──────── SUPPLIED RECORDS ────────
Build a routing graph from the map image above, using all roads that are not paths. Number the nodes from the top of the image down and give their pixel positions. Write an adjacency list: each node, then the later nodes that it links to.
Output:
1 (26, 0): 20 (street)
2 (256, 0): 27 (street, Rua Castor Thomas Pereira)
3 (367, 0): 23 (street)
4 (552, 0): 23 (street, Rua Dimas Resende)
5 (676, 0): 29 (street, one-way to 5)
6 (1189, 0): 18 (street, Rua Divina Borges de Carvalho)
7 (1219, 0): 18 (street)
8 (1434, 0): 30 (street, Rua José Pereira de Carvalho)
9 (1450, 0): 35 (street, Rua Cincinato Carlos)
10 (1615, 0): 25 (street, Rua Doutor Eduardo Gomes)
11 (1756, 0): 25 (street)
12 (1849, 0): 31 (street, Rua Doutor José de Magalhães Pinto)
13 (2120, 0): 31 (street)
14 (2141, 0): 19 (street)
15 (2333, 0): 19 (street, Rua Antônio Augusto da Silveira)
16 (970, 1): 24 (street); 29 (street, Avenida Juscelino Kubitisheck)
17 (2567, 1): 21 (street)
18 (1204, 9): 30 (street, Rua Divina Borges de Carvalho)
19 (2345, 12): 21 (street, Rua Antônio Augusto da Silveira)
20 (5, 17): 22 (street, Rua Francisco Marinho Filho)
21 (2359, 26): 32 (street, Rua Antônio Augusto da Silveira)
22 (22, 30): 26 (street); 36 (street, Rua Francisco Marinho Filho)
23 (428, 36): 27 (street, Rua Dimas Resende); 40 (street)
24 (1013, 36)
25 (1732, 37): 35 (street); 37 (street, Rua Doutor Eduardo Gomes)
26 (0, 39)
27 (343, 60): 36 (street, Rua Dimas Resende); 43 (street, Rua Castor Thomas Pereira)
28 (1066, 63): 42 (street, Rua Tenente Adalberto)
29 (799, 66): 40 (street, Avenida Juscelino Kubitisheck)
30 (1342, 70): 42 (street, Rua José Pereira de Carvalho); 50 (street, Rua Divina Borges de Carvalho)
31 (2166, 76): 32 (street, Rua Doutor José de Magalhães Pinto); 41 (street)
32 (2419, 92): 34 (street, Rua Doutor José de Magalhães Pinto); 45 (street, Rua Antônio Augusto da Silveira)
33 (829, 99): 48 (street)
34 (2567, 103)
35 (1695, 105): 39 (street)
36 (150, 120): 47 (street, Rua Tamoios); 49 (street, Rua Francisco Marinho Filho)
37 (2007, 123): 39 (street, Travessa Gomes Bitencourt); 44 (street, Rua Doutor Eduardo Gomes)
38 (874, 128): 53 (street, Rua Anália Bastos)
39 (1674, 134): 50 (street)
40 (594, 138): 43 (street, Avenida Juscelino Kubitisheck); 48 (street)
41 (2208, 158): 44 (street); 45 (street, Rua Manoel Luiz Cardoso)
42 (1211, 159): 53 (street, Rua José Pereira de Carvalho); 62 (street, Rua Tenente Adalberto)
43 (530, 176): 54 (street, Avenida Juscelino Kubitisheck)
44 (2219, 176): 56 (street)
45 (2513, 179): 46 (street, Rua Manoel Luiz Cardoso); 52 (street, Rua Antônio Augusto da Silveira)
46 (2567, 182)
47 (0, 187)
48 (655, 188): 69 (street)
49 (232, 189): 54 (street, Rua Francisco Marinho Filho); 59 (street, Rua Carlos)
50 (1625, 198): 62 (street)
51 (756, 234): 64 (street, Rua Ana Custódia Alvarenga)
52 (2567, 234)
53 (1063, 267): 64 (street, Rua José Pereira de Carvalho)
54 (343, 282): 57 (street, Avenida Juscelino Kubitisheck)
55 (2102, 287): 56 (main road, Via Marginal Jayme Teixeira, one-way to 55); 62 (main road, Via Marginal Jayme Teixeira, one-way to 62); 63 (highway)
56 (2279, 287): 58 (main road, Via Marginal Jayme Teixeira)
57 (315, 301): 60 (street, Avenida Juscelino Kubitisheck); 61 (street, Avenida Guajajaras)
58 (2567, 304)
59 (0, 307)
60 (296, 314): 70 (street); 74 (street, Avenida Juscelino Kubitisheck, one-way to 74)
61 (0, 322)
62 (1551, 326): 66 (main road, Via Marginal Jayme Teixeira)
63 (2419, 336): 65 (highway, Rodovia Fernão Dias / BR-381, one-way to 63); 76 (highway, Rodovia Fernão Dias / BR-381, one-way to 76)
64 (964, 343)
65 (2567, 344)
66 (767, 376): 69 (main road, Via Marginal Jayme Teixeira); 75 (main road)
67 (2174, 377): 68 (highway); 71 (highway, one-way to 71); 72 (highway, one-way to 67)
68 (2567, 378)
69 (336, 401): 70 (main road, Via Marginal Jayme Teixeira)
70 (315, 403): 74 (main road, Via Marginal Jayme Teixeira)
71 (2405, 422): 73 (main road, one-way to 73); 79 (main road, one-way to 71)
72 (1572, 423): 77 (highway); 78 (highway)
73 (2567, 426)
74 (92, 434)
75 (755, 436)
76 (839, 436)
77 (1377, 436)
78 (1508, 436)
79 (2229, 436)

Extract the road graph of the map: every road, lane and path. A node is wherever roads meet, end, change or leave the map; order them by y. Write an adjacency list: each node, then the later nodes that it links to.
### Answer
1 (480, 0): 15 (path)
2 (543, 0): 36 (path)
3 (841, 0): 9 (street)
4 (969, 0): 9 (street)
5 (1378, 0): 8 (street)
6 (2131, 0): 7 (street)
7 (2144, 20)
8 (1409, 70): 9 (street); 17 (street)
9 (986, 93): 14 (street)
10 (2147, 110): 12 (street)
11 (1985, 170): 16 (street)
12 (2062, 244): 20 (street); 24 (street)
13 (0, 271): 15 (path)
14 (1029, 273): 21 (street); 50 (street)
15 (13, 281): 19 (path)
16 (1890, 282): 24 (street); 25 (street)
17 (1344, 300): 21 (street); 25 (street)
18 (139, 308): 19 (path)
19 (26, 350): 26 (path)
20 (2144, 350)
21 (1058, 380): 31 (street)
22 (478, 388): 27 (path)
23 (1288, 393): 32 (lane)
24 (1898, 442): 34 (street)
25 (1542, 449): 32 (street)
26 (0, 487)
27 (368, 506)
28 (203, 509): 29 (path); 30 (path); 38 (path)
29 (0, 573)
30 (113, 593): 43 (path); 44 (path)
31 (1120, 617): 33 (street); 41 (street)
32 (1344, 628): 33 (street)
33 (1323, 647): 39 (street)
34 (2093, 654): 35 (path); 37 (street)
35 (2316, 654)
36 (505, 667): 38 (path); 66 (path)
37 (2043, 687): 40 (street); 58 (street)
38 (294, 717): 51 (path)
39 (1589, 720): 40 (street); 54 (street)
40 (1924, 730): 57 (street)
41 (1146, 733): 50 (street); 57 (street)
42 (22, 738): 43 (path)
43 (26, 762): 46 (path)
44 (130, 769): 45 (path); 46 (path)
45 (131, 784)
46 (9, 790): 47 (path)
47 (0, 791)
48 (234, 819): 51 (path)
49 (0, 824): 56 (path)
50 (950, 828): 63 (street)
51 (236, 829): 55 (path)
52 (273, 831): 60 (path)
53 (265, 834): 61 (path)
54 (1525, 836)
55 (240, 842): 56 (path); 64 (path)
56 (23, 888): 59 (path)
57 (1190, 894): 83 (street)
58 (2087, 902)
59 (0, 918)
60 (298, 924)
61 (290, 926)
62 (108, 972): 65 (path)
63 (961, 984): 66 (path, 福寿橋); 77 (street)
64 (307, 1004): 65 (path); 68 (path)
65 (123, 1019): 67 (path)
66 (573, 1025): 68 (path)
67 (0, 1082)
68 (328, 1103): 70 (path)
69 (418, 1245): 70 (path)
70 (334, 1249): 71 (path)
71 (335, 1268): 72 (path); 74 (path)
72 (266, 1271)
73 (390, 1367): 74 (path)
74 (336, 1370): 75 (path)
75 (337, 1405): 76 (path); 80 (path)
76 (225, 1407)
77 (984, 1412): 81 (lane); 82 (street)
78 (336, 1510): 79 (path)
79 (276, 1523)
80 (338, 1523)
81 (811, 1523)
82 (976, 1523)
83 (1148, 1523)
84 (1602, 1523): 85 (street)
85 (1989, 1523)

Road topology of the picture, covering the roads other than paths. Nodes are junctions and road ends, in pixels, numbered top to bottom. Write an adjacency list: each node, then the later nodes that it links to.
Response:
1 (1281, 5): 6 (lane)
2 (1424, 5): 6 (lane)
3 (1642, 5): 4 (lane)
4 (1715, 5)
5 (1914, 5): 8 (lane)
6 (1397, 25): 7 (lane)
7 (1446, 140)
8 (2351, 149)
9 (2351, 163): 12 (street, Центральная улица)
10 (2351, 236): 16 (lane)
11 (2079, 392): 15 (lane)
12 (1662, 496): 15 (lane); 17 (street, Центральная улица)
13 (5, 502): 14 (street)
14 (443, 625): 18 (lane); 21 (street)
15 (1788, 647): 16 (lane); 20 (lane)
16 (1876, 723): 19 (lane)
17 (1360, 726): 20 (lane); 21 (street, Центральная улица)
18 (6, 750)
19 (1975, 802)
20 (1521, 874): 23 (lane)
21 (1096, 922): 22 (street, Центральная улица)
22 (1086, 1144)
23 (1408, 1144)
────────
# EXERCISE INSTRUCTIONS
Starting at the line that contains "Road topology of", write out every line through the last one in the data above, exactly as it stands.

# EXERCISE RESULT
Road topology of the picture, covering the roads other than paths. Nodes are junctions and road ends, in pixels, numbered top to bottom. Write an adjacency list: each node, then the later nodes that it links to.
Response:
1 (1281, 5): 6 (lane)
2 (1424, 5): 6 (lane)
3 (1642, 5): 4 (lane)
4 (1715, 5)
5 (1914, 5): 8 (lane)
6 (1397, 25): 7 (lane)
7 (1446, 140)
8 (2351, 149)
9 (2351, 163): 12 (street, Центральная улица)
10 (2351, 236): 16 (lane)
11 (2079, 392): 15 (lane)
12 (1662, 496): 15 (lane); 17 (street, Центральная улица)
13 (5, 502): 14 (street)
14 (443, 625): 18 (lane); 21 (street)
15 (1788, 647): 16 (lane); 20 (lane)
16 (1876, 723): 19 (lane)
17 (1360, 726): 20 (lane); 21 (street, Центральная улица)
18 (6, 750)
19 (1975, 802)
20 (1521, 874): 23 (lane)
21 (1096, 922): 22 (street, Центральная улица)
22 (1086, 1144)
23 (1408, 1144)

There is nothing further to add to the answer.